The valve chamber defines an internal valve seat 16c for a frusto-conically shaped valve element 18c within the chamber. The valve element has a stem 20c with an enlarged end 22c at the base of the valve chamber. As shown, the air inlet-outlet 12c communicates with the top of the valve chamber. A spring 24c urges the valve element 18c into sealing engagement on the seat. A branch duct 26c leading from a common inflation duct 26 leads into the valve chamber under the seat 16c. It will apparent from FIG. 1, that the valve chambers 14a and 14b have equivalent branch ducts 26a and 26b also leading from the common inflation duct 26.
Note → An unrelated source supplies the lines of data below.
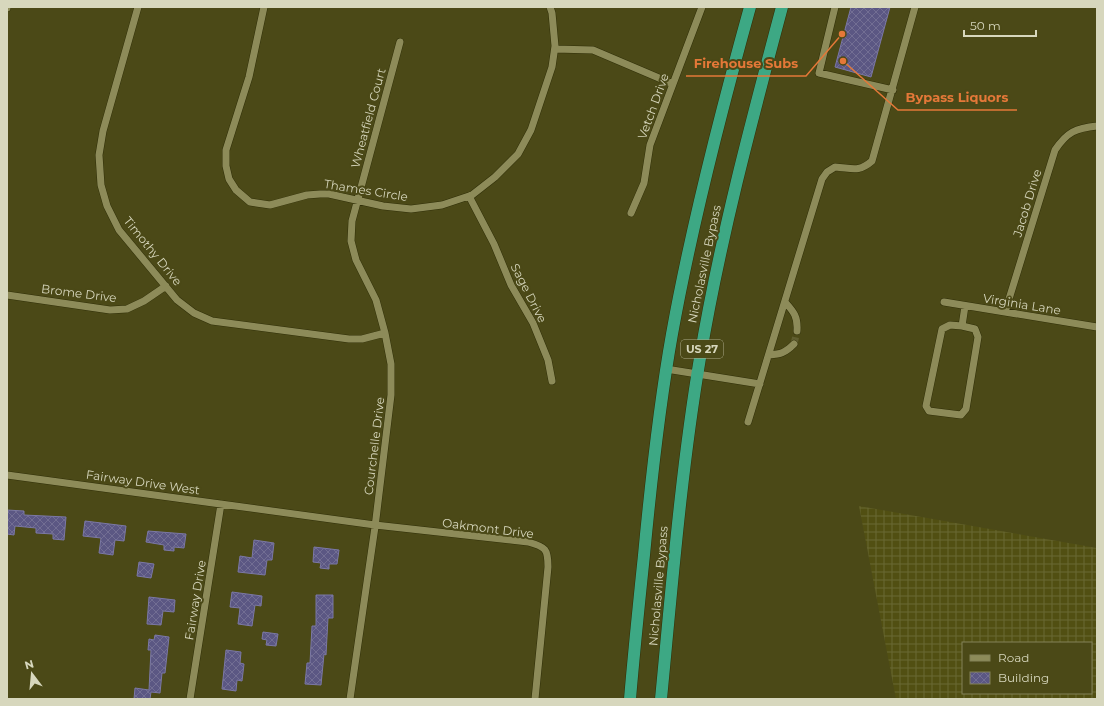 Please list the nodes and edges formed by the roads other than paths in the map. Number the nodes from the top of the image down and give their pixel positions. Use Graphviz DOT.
graph roads {
  1 [pos="138,7"];
  2 [pos="264,7"];
  3 [pos="550,7"];
  4 [pos="702,7"];
  5 [pos="750,7"];
  6 [pos="782,7"];
  7 [pos="835,7"];
  8 [pos="915,7"];
  9 [pos="400,42"];
  10 [pos="555,49"];
  11 [pos="673,84"];
  12 [pos="893,90"];
  13 [pos="1097,126"];
  14 [pos="469,196"];
  15 [pos="357,201"];
  16 [pos="631,213"];
  17 [pos="166,286"];
  18 [pos="7,295"];
  19 [pos="785,302"];
  20 [pos="944,302"];
  21 [pos="965,306"];
  22 [pos="1005,312"];
  23 [pos="962,326"];
  24 [pos="1097,327"];
  25 [pos="797,331"];
  26 [pos="385,333"];
  27 [pos="794,344"];
  28 [pos="769,355"];
  29 [pos="666,369"];
  30 [pos="697,374"];
  31 [pos="552,382"];
  32 [pos="760,384"];
  33 [pos="748,422"];
  34 [pos="7,475"];
  35 [pos="221,504"];
  36 [pos="276,512"];
  37 [pos="375,525"];
  38 [pos="190,699"];
  39 [pos="350,699"];
  40 [pos="535,699"];
  41 [pos="630,699"];
  42 [pos="661,699"];
  1 -- 17 [label="street, Timothy Drive"];
  2 -- 15 [label="street, Thames Circle"];
  3 -- 10 [label="street, Thames Circle"];
  4 -- 11 [label="street, Vetch Drive"];
  5 -- 29 [label="highway, Nicholasville Bypass / US 27"];
  6 -- 30 [label="highway, Nicholasville Bypass / US 27"];
  7 -- 12 [label="street"];
  8 -- 12 [label="street"];
  9 -- 15 [label="street, Wheatfield Court"];
  10 -- 11 [label="street"];
  10 -- 14 [label="street, Thames Circle"];
  11 -- 16 [label="street, Vetch Drive"];
  12 -- 19 [label="street"];
  13 -- 22 [label="street, Jacob Drive"];
  14 -- 15 [label="street, Thames Circle"];
  14 -- 31 [label="street, Sage Drive"];
  15 -- 26 [label="street, Courchelle Drive"];
  17 -- 18 [label="street, Brome Drive"];
  17 -- 26 [label="street, Timothy Drive"];
  19 -- 25 [label="street"];
  19 -- 28 [label="street"];
  20 -- 21 [label="street, Virginia Lane"];
  21 -- 22 [label="street, Virginia Lane"];
  21 -- 23 [label="street"];
  22 -- 24 [label="street, Virginia Lane"];
  23 -- 23 [label="street"];
  26 -- 37 [label="street, Courchelle Drive"];
  27 -- 28 [label="street"];
  28 -- 32 [label="street"];
  29 -- 30 [label="street"];
  29 -- 41 [label="highway, Nicholasville Bypass / US 27"];
  30 -- 32 [label="street"];
  30 -- 42 [label="highway, Nicholasville Bypass / US 27"];
  32 -- 33 [label="street"];
  34 -- 35 [label="street, Fairway Drive West"];
  35 -- 36 [label="street, Fairway Drive West"];
  35 -- 38 [label="street, Fairway Drive"];
  36 -- 37 [label="street, Oakmont Drive"];
  37 -- 39 [label="street, Courchelle Drive"];
  37 -- 40 [label="street, Oakmont Drive"];
} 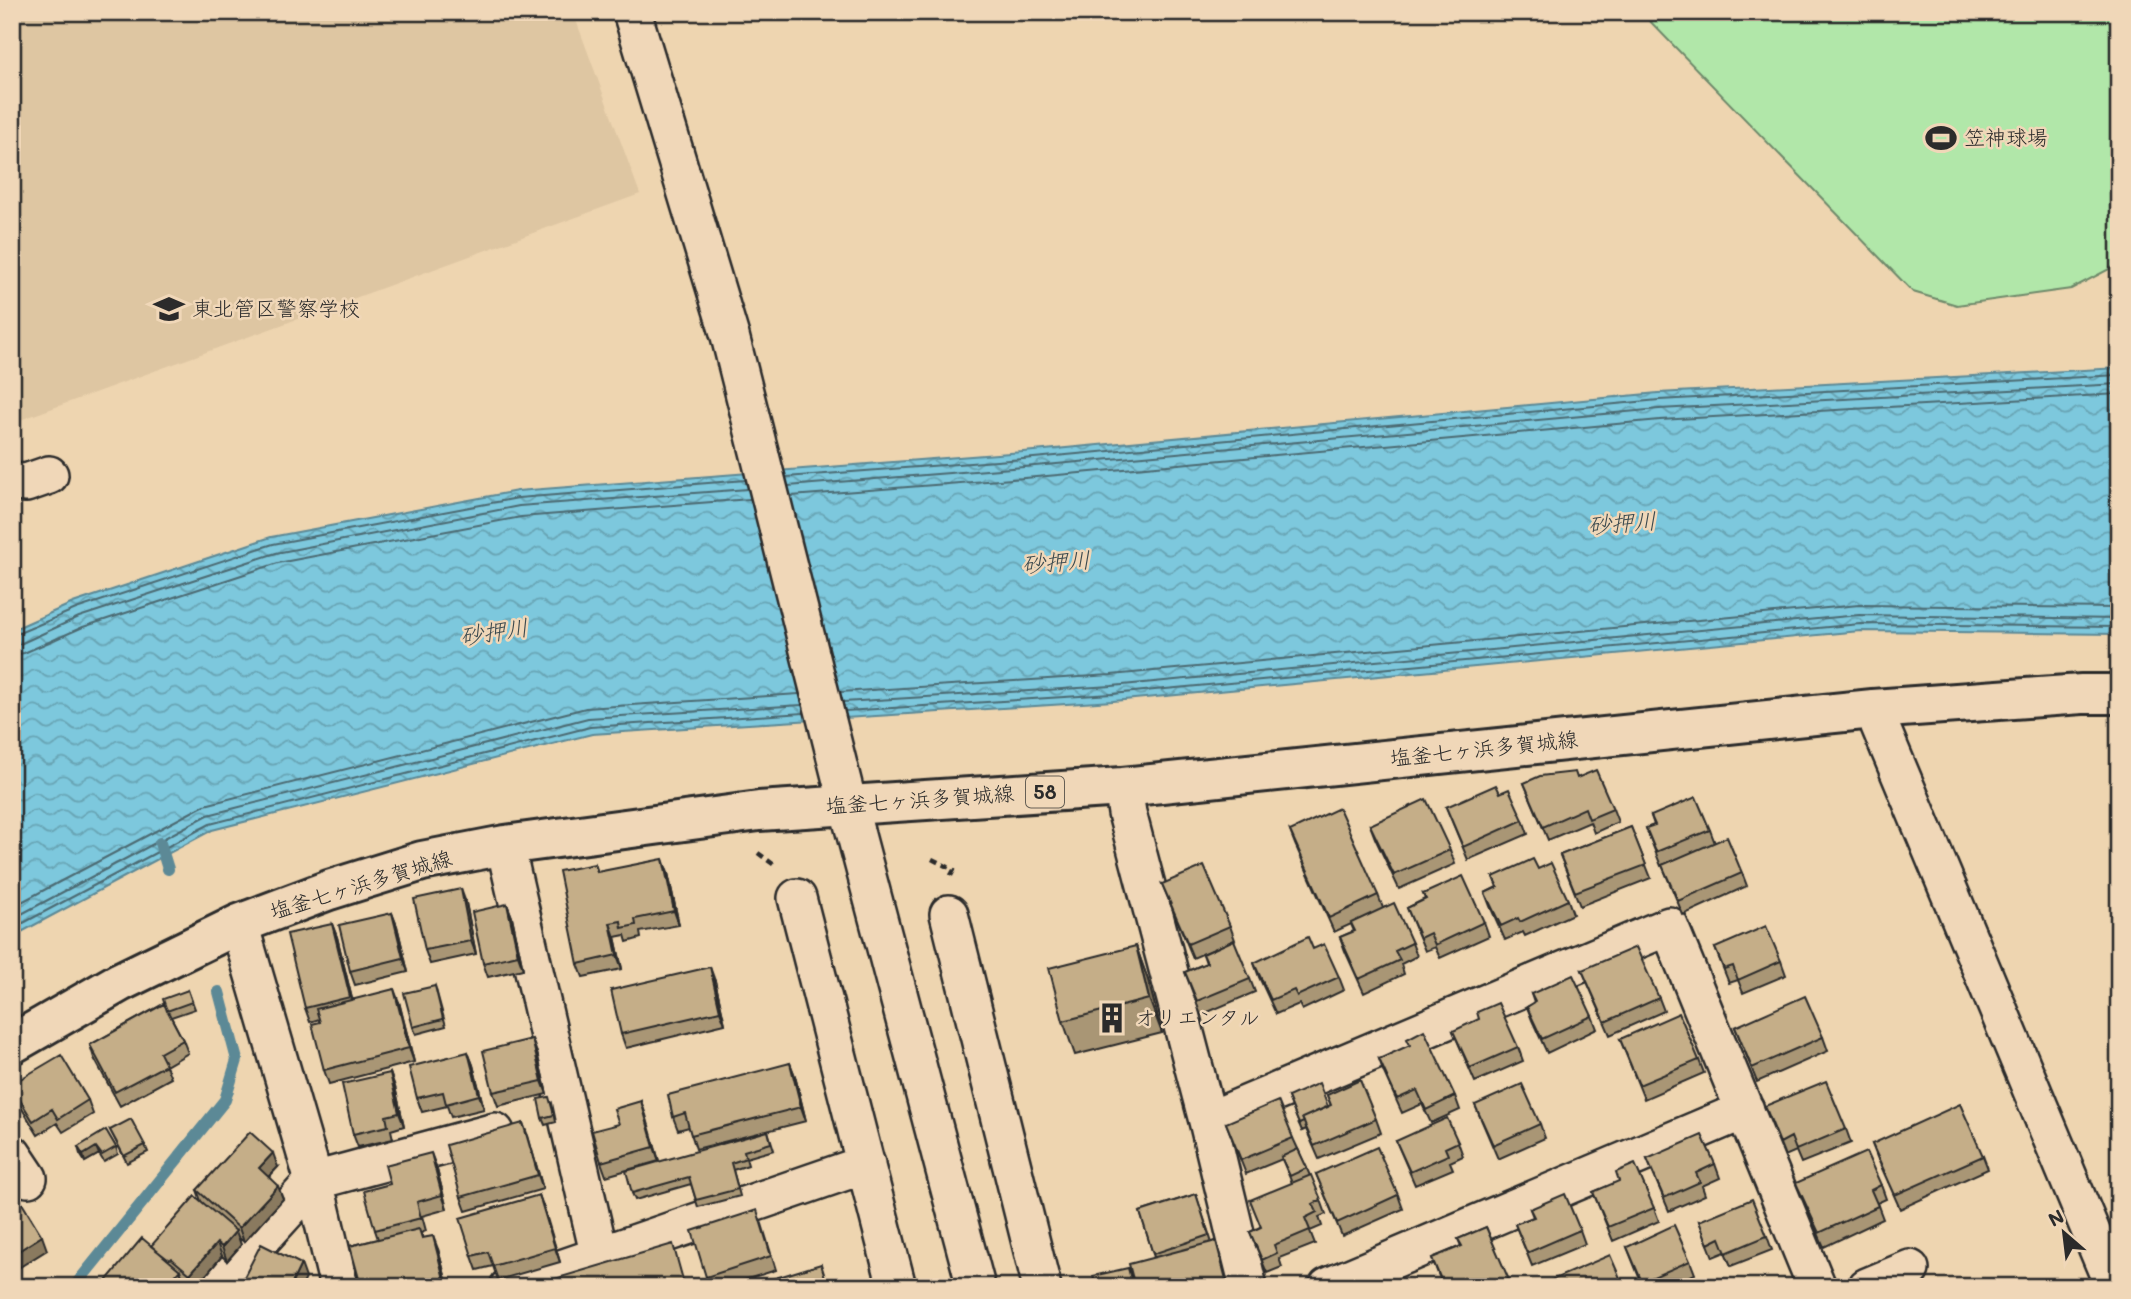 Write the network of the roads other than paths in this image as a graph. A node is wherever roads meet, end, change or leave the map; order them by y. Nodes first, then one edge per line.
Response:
1 (632, 12) edge
2 (49, 475) dead end
3 (12, 482) edge
4 (2119, 694) edge
5 (1873, 709) junction
6 (1123, 787) junction
7 (848, 805) junction
8 (505, 845) junction
9 (797, 898) dead end
10 (949, 914) dead end
11 (239, 924) junction
12 (12, 1044) edge
13 (1745, 1110) junction
14 (1208, 1121) junction
15 (523, 1125) edge
16 (866, 1164) junction
17 (314, 1181) junction
18 (600, 1257) junction
19 (1910, 1269) dead end
20 (226, 1278) dead end
21 (339, 1287) edge
22 (509, 1287) edge
23 (897, 1287) edge
24 (976, 1287) edge
25 (1042, 1287) edge
26 (1248, 1287) edge
27 (1328, 1287) edge
28 (1817, 1287) edge
29 (1867, 1287) edge
30 (2114, 1287) edge

1 - 7 street
2 - 3 street
4 - 5 main road, 塩釜七ヶ浜多賀城線 / 58
5 - 6 main road, 塩釜七ヶ浜多賀城線 / 58
5 - 30 street
6 - 7 main road, 塩釜七ヶ浜多賀城線 / 58
6 - 14 street
7 - 8 main road, 塩釜七ヶ浜多賀城線 / 58
7 - 24 street
8 - 11 main road, 塩釜七ヶ浜多賀城線 / 58
8 - 18 street
9 - 16 street
10 - 25 street
11 - 12 main road, 塩釜七ヶ浜多賀城線 / 58
11 - 17 street
13 - 14 street
13 - 27 street
13 - 28 street
14 - 26 street
15 - 17 street
16 - 18 street
16 - 23 street
17 - 20 street
17 - 21 street
18 - 22 street
19 - 29 street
The base of the valve chamber 14c is provided with a flexible diaphragm or membrane 28c over which the end 22c of the valve element sits, and a pressure applying passage 30c leads into the bottom of the valve chamber for extending the membrane as will be described. It will be evident from FIG. 1 that equivalent pressure applying passages 30a and 30b are provided for the valve chambers 14a and 14b, the pressure applying passages leading from a common pressure duct 30. Operation of the structure will now be described.
When the element 10 is uninflated, the respective valve elements 18 are in engagement on the respective seats 16. When air under pressure is introduced through the inflation duct 26 and the branches 26a-26c, the respective valve elements 18a-18c are lifted from the respective seats to allow the inflation air to inflate the cells 10a-10c to the required degree. When the structure has been adequately inflated, and the supply of inflation air is terminated, the pressure within the individual cells along with the force of springs 24a-24c will cause the valve elements to reengage the respective seats thereby sealing the cells one from another and retaining structure 10 in the inflated state.
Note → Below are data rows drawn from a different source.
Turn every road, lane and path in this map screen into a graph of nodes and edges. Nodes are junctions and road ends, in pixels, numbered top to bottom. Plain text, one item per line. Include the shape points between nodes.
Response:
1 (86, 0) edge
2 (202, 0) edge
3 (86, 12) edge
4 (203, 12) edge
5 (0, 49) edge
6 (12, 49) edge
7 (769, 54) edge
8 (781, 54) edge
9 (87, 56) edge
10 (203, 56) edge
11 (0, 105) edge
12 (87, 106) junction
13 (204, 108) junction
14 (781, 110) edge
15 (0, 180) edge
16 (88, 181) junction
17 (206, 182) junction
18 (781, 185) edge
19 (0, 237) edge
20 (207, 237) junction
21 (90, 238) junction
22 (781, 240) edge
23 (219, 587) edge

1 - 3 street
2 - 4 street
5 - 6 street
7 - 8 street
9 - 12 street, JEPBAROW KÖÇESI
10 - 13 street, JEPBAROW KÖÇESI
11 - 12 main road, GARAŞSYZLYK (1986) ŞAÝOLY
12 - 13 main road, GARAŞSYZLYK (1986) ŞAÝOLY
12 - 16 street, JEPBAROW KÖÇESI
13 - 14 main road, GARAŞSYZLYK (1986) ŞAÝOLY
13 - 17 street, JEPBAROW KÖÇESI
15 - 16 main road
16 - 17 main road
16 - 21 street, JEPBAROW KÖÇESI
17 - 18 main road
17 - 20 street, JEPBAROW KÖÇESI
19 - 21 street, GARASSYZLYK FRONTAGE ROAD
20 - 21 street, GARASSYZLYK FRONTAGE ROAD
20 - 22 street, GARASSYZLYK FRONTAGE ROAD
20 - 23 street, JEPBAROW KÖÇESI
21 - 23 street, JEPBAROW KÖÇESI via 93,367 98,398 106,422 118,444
If it is desirable for communication to be established between the respective cells, for example, to accommodate an unevenly applied load as discussed above, air pressure is applied to passage 30, and thereby to the branches 30a-30c. The effect is to deform the respective membranes 28a-28c upwardly, thereby lifting the respective valve elements off their seats and providing intercommunication between the respective cells through the valve chambers, the branch ducts 26a-26c and the main inflation duct 26. When pressure is removed from passage 30, the membranes 28a-28c are relaxed, the valve elements return to the valve seats and the respective cells are again mutually isolated. It will be evident, that each valve chamber may have means, such as a spider or the like to prevent the valve element from closing passage 12 when the valve opens.
While only a preferred embodiment of the invention has been described herein in detail, the invention is not limited thereby and changes may be made within the scope of the attached claims.